[Excerpts from a dataset]
-------------------------

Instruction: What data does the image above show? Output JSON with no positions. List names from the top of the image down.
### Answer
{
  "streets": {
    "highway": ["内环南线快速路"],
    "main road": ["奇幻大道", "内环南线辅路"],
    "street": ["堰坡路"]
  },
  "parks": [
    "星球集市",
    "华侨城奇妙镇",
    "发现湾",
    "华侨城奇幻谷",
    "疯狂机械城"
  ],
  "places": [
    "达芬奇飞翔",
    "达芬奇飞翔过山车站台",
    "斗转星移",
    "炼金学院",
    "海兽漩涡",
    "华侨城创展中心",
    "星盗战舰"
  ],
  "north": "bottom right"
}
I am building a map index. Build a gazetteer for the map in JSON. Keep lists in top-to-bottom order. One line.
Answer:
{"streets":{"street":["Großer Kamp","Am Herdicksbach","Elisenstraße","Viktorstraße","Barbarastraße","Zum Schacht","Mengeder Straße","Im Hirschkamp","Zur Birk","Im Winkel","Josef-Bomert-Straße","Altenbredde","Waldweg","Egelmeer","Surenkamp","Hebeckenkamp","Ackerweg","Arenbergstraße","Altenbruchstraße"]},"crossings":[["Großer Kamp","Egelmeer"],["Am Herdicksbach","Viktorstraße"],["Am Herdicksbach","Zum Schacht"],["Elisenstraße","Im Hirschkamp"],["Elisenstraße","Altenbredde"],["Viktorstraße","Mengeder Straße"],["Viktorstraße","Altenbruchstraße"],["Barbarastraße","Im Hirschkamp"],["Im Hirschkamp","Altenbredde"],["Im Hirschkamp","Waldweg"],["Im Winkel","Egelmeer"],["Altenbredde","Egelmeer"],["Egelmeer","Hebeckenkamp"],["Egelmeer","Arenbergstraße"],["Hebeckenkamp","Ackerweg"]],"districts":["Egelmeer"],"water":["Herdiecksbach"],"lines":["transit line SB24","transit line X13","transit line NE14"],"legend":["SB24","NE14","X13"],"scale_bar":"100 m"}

-------------------------

## What is expected
Report each line above that includes the string "JSON".

## Your solution
Instruction: What data does the image above show? Output JSON with no positions. List names from the top of the image down.
I am building a map index. Build a gazetteer for the map in JSON. Keep lists in top-to-bottom order. One line.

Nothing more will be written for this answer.